Title: Re: Open Source, DIY 512KB RAM Expansion
Post by: Bryce on 09:52, 18 May 18
Very nice work. The PCB could be a lot smaller though.
Bryce.
Title: Re: Open Source, DIY 512KB RAM Expansion
Post by: revaldinho on 10:23, 18 May 18
Thanks.


Yes, the board could be smaller. There is a lot more vertical signal routing on the back side in fact but I didn't really squeeze the layout at all.


The thing is, ordering from Seeed there isn't much motivation to make it smaller. The board cost (ex. postage) is just $5 for ten 100x100mm boards. There is no discount for going below that size, well not in the kind of quantities I'm looking at anyway.

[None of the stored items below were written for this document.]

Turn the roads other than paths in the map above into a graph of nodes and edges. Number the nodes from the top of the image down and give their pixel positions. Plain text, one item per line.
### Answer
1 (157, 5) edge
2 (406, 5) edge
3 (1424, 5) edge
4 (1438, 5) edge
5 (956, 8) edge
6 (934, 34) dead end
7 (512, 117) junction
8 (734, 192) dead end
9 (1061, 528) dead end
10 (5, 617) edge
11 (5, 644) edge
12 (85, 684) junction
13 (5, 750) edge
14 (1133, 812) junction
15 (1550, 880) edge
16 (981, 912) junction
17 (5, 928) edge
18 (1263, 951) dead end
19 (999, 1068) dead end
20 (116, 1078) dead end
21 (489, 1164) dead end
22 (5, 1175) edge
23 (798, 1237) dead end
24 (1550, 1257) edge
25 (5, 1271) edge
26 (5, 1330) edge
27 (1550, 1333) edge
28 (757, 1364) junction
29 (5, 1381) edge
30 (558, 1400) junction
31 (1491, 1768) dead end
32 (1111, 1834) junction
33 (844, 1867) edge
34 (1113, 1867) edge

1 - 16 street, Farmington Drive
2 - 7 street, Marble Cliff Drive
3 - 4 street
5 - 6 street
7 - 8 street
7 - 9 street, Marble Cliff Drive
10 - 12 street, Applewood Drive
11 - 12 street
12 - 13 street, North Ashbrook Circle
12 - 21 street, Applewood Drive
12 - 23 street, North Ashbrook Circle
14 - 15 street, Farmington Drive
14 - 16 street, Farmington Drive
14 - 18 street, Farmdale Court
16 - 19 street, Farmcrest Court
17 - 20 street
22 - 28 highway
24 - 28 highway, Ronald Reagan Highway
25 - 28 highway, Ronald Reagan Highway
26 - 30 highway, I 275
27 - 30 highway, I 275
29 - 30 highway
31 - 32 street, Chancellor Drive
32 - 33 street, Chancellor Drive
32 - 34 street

My other limit is the free Eagle PCB tool which restricts you to 100x80mm and I think that's pretty much what we have here.

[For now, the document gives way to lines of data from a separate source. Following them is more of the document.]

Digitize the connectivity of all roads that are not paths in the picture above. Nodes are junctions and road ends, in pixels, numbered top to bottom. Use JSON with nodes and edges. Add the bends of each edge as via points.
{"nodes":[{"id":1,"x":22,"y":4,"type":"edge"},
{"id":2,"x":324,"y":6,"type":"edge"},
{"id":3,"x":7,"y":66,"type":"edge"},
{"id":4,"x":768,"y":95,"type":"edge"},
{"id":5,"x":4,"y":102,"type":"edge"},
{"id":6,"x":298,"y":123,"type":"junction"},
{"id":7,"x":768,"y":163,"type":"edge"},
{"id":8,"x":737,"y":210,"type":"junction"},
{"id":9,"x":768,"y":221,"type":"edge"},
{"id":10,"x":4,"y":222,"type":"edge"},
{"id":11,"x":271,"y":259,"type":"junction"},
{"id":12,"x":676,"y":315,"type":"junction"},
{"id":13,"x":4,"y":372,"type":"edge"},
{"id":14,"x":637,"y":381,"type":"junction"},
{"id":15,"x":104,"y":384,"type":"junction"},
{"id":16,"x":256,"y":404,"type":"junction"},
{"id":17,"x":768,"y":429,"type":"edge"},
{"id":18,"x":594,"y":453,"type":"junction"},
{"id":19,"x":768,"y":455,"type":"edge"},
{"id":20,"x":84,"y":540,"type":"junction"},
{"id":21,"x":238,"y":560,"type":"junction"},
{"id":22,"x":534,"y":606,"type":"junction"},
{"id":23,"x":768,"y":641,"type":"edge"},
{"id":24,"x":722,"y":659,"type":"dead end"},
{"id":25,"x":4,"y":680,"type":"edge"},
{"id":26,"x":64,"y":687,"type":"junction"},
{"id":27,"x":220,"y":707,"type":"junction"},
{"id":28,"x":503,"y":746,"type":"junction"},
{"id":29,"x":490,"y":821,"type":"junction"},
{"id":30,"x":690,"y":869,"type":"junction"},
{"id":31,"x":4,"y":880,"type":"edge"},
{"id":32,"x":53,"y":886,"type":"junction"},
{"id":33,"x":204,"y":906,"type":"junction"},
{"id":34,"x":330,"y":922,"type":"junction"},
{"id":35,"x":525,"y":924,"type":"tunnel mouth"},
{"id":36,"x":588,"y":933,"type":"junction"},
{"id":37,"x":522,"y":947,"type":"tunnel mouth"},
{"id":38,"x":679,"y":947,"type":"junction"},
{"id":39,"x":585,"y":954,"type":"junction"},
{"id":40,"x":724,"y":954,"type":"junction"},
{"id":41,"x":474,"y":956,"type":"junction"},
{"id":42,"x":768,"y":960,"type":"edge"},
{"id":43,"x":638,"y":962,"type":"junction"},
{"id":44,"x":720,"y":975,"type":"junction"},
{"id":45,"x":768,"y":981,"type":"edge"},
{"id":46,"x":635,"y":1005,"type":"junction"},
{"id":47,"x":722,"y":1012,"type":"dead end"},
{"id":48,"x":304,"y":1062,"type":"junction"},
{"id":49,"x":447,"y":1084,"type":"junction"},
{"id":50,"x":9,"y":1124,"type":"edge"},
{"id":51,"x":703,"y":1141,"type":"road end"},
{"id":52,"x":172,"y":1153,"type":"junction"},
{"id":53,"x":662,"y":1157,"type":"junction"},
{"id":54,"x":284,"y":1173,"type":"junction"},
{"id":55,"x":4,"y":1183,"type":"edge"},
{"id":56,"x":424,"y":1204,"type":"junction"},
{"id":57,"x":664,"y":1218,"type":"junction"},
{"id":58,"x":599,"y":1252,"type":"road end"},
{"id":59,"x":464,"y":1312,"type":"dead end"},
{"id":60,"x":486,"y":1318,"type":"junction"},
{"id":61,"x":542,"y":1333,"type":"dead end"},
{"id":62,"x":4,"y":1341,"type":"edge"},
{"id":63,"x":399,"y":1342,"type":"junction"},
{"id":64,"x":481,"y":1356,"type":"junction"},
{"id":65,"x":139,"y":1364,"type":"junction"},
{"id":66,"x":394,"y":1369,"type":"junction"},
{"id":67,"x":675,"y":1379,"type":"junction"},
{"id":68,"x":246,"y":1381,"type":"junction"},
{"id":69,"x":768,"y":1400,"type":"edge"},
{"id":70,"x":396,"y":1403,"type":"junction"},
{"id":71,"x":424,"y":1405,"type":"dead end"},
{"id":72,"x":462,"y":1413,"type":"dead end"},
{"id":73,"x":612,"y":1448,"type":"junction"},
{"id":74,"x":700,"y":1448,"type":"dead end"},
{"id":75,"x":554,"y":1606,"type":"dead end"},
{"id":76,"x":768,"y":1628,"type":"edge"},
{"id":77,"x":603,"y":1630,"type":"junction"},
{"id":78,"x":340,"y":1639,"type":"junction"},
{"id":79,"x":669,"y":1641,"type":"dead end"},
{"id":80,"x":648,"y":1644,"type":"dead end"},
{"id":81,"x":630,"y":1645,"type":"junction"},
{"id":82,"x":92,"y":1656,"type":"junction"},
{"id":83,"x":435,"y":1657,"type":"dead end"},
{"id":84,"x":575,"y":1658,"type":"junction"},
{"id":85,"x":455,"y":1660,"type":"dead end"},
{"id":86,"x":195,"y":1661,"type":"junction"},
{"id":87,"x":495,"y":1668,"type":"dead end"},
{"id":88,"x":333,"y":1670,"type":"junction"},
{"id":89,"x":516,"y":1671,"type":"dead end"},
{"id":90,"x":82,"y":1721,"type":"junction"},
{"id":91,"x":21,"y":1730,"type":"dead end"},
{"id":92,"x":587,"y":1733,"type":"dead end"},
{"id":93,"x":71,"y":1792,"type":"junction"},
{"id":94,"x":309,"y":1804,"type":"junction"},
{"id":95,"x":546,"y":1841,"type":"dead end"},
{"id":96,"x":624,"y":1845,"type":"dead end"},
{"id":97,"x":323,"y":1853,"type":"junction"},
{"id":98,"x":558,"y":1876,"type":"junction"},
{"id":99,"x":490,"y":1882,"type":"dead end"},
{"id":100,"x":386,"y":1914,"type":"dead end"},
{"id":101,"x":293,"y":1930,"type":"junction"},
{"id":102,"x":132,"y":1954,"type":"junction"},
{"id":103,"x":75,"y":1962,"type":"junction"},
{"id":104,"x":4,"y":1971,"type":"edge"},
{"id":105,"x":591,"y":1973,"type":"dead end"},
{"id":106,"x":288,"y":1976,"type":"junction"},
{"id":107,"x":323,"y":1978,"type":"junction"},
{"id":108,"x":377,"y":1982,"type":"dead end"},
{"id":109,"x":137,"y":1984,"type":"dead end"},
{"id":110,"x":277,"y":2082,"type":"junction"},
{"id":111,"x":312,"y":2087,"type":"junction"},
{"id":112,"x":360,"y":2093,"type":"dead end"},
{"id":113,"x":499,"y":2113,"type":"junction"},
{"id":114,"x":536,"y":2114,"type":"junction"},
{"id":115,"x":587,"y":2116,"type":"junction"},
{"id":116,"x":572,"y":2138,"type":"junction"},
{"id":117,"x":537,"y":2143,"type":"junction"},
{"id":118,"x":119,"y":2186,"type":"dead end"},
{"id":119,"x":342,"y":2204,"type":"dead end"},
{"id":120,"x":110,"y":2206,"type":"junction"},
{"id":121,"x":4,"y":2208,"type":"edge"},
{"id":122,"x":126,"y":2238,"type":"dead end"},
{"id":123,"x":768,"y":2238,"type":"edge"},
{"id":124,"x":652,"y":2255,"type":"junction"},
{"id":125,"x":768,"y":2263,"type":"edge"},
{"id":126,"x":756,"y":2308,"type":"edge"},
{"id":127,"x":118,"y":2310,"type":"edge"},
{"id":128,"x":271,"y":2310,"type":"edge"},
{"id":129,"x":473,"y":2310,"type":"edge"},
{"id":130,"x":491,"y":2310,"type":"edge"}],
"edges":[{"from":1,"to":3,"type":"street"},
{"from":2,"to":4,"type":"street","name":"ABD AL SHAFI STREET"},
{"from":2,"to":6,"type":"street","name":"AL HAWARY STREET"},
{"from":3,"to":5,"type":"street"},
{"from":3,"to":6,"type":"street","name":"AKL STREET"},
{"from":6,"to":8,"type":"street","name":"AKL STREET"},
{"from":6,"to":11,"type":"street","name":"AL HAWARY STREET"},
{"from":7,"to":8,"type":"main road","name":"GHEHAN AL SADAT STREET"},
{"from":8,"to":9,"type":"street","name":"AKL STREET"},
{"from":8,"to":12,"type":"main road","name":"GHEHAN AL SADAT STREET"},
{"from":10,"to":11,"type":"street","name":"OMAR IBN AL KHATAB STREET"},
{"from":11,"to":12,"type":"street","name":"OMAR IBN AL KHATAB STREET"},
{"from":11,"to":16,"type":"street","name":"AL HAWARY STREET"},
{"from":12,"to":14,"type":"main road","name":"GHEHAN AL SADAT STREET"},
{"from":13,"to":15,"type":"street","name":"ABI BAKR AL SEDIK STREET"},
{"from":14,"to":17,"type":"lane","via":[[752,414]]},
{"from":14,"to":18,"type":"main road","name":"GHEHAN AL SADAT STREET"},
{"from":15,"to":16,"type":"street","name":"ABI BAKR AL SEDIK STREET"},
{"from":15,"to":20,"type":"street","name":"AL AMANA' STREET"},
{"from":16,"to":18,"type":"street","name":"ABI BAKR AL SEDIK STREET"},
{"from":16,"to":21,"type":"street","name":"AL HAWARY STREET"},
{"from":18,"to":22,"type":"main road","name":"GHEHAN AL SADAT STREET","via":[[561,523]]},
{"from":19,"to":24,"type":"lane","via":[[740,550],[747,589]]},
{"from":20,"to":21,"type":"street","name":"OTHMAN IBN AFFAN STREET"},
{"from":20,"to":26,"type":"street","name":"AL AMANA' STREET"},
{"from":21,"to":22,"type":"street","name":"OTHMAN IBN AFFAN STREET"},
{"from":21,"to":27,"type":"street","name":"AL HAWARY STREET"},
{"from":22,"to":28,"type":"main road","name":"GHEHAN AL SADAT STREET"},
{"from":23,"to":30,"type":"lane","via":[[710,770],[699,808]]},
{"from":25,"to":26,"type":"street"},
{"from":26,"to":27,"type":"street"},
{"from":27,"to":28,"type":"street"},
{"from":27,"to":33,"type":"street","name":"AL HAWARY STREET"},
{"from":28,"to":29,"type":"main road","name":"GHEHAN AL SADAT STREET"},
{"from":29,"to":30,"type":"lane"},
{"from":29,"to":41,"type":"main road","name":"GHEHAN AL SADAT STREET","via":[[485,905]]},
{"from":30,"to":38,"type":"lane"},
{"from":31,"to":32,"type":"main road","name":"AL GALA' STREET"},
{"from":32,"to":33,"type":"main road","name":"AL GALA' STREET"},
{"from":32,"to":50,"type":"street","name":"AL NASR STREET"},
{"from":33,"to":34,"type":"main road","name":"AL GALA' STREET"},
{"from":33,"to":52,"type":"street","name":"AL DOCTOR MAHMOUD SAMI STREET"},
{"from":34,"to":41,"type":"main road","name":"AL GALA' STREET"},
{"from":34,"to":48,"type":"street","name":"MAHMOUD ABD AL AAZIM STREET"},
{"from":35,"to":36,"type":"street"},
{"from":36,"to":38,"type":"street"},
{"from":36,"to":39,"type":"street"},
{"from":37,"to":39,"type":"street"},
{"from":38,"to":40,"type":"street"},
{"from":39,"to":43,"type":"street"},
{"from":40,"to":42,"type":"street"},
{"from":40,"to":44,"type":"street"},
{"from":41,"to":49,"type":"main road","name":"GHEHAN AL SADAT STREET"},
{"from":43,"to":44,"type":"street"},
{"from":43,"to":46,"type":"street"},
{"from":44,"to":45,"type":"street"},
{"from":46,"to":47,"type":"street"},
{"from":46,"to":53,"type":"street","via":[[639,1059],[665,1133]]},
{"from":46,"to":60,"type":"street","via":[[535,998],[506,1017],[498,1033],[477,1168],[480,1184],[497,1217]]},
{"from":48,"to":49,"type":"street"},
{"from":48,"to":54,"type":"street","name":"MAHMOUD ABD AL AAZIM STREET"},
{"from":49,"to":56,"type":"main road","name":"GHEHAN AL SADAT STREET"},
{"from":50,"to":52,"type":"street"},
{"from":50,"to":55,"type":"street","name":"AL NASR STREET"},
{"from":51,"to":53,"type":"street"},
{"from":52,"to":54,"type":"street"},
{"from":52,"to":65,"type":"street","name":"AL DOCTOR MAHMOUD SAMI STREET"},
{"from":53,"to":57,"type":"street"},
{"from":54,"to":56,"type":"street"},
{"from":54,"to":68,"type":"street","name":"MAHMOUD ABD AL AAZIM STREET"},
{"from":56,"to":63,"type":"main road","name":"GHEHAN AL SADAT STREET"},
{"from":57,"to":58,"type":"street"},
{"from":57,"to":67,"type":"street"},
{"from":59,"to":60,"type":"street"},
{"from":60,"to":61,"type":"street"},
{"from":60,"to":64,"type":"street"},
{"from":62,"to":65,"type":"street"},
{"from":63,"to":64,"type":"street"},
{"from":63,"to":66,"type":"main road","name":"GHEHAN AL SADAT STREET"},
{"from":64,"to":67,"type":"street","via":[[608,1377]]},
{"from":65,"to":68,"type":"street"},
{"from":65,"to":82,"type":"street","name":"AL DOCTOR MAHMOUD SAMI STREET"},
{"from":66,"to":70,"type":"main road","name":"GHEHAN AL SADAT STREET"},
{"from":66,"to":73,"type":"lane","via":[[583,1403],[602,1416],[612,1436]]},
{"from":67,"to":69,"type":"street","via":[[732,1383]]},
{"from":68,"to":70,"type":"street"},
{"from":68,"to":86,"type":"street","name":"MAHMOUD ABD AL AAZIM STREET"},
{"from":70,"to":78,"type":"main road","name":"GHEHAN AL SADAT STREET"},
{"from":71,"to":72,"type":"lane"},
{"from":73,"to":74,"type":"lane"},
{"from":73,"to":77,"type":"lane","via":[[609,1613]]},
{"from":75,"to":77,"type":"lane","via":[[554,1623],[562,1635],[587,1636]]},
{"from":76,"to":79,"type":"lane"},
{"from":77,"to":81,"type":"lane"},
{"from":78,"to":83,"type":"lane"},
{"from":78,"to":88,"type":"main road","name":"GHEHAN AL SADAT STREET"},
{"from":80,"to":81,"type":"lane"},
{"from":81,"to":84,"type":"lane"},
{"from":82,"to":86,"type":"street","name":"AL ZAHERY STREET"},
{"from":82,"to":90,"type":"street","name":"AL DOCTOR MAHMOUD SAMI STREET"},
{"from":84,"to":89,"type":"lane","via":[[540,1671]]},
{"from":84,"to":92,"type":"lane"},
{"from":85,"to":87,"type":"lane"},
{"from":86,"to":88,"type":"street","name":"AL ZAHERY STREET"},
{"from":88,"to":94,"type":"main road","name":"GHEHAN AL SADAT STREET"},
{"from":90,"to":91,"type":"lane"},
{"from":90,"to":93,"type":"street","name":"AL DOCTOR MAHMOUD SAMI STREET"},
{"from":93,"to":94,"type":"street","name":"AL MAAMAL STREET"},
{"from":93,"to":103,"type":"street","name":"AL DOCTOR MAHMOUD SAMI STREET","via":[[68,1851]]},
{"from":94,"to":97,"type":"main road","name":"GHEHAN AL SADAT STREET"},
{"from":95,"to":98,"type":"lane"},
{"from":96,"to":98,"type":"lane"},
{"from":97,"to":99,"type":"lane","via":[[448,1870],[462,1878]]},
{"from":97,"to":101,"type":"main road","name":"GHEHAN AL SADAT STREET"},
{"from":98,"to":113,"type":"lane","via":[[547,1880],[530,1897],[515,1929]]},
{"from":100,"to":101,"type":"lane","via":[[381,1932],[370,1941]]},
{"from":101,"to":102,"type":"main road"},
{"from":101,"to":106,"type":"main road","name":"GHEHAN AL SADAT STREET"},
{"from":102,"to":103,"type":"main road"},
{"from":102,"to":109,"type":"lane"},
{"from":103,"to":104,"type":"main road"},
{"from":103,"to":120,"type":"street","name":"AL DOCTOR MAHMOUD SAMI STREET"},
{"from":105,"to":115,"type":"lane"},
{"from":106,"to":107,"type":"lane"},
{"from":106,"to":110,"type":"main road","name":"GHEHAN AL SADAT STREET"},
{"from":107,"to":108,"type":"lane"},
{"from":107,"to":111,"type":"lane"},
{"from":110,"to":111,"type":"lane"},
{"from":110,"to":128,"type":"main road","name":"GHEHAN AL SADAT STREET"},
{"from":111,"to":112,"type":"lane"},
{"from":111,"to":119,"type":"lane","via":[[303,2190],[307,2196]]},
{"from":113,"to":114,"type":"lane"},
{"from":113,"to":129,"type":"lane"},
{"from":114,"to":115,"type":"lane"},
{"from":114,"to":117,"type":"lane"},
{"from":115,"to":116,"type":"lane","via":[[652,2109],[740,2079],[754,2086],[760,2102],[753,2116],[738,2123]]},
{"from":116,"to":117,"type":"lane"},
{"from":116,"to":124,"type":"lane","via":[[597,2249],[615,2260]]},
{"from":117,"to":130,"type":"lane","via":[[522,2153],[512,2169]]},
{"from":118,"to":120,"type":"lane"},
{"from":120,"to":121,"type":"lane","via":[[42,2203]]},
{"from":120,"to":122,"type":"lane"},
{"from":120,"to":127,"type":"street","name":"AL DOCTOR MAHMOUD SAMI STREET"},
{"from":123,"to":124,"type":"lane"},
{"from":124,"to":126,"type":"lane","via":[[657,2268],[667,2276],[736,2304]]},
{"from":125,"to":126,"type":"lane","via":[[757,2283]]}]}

So, with that in mind I fixed the size and chose to use trace widths and spacing much larger than the minimum permitted, hoping to eliminate any manufacturing defects and make the circuit more robust. You can see the vdd tracks from space!  :D
R
Title: Re: Open Source, DIY 512KB RAM Expansion
Post by: Sykobee (Briggsy) on 13:43, 18 May 18
Very nice. Put me down for one (a kit would be great, but I'm sure I can manage a digikey order).


Would it be better to centralise the M4 connector at the bottom, for balance, or maybe that wouldn't work if someone has made an M4 case (are there M4 cases?).


Also I wonder how hard it would be to get to 1MB or 2MB, given you have board space?
Title: Re: Open Source, DIY 512KB RAM Expansion
Post by: revaldinho on 23:39, 18 May 18



Would the board route with the connector in the absolute centre ? Actually I think I started off with the connector in the centre and moved things around to where they are now to improve the routing. Here's a snap of the underside of the board (attached) where you can see that having the connector offset to be underneath the RAM IC has allowed the relatively large number of address and data signals to have short paths with few vias. Moving the connector back to the centre would probably work although there would be more horizontal routing and vias and I think a lower quality result although I'm not really a PCB design expert so I don't really know that it would matter at these speeds. Maybe I could avoid the extra routing anyway by splitting some of the 74 logic on either side of the RAM? That's certainly possible. Well, I don't know. I'm not planning to move the connector for the respin though. I would like to minimise the number of changes given I seem to have a solid working part now.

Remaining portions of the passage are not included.